Article published on the 2009-06-09 Latest update 2009-06-09 13:19 TU
In a televised address on Monday night, defence minister Ali Ben Bongo renewed public appeals. "I am calling for calm and serenity of heart and reverance to preserve the unity and peace so dear to our late father," he said after his ministry announced the closure of air, land and sea borders.
On Monday, police and troops were posted at key points across the capital, Libreville, while residents complained that Internet access to international news was cut.
As Gabon entered a 30-day official mouring period, tributes for the president, whose death was confirmed on Monday, continued. African Union peace and security commissioner Ramtane Lamamra told French news agency AFP that "a very important son of Africa" had gone.
Chadian president Idriss Deby expressed profound shock at the death of his friend and announced a 3-day mourning period.
Tributes also came in from the Central African Republic, Congo-Brazzaville, Ivory Coast, Morocco's King Mohammed VI and Senegal. Elsewhere, US president Barak Obama praised Omar Bongo's peacemaking efforts and commitment to environmental protection.
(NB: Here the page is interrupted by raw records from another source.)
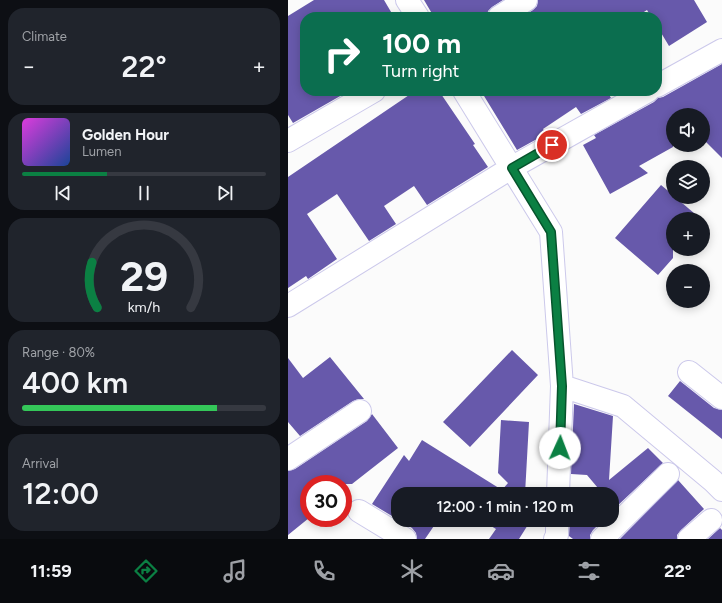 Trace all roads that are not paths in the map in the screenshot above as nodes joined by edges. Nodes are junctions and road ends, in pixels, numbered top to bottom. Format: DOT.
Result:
graph roads {
  1 [pos="407,0"];
  2 [pos="526,0"];
  3 [pos="415,12"];
  4 [pos="506,12"];
  5 [pos="722,50"];
  6 [pos="662,83"];
  7 [pos="365,96"];
  8 [pos="467,96"];
  9 [pos="639,96"];
  10 [pos="288,141"];
  11 [pos="512,168"];
  12 [pos="288,306"];
  13 [pos="689,372"];
  14 [pos="562,386"];
  15 [pos="722,398"];
  16 [pos="360,411"];
  17 [pos="288,459"];
  18 [pos="668,474"];
  19 [pos="558,487"];
  20 [pos="722,490"];
  21 [pos="359,511"];
  22 [pos="711,520"];
  23 [pos="557,527"];
  24 [pos="405,539"];
  25 [pos="555,539"];
  26 [pos="602,539"];
  27 [pos="689,539"];
  1 -- 3 [label="street"];
  2 -- 4 [label="street"];
  5 -- 6 [label="street"];
  7 -- 10 [label="street"];
  8 -- 11 [label="street"];
  9 -- 11 [label="street"];
  11 -- 12 [label="street"];
  11 -- 14 [label="street"];
  13 -- 15 [label="street"];
  14 -- 19 [label="street"];
  14 -- 20 [label="street"];
  16 -- 17 [label="street"];
  18 -- 26 [label="street"];
  21 -- 24 [label="street"];
  22 -- 27 [label="street"];
  23 -- 25 [label="street"];
}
United Nations chief Ban Ki-moon paid tribute to the president's key role in the search for peace across the African continent.
But in Paris, former French judge, Eva Joly, who is in charge of investigating corruption into the French state-owned oil company Elf Gabon says it is time for a change.
"He (late president Omar Bongo) is the symbol of what is known as 'France-Afrique', this France Africa network. Through him a lot of money left Gabon to finance French politicians. Today there might be hope for the Gabonese to have a new regime."
Bongo was Africa's longest serving ruler. He came to power in 1967 with French support and ruled over a state that became rich on abudant oil resources.
His death has raised fears of a power vacuum. Under the constitution, the leader of the Senate, Rose Francine Rogombe, should take over and organise elections within 45 days.
Opposition leaders are already claiming that Ali-Ben Bongo has been lined up to succeed his father.
Alioune Tine, head of RADDHO, a Senegalese human rights association, believes the country is facing an uncertain future.
"There are several problems. First is the fight to become president between Ali Bongo and his sister, Pascaline. The family will find it difficult to stay in power so they may decide to do it by force, There is also the threat which comes from Gabon's borders with other countries such as Equatorial Guinea and Congo Brazzaville."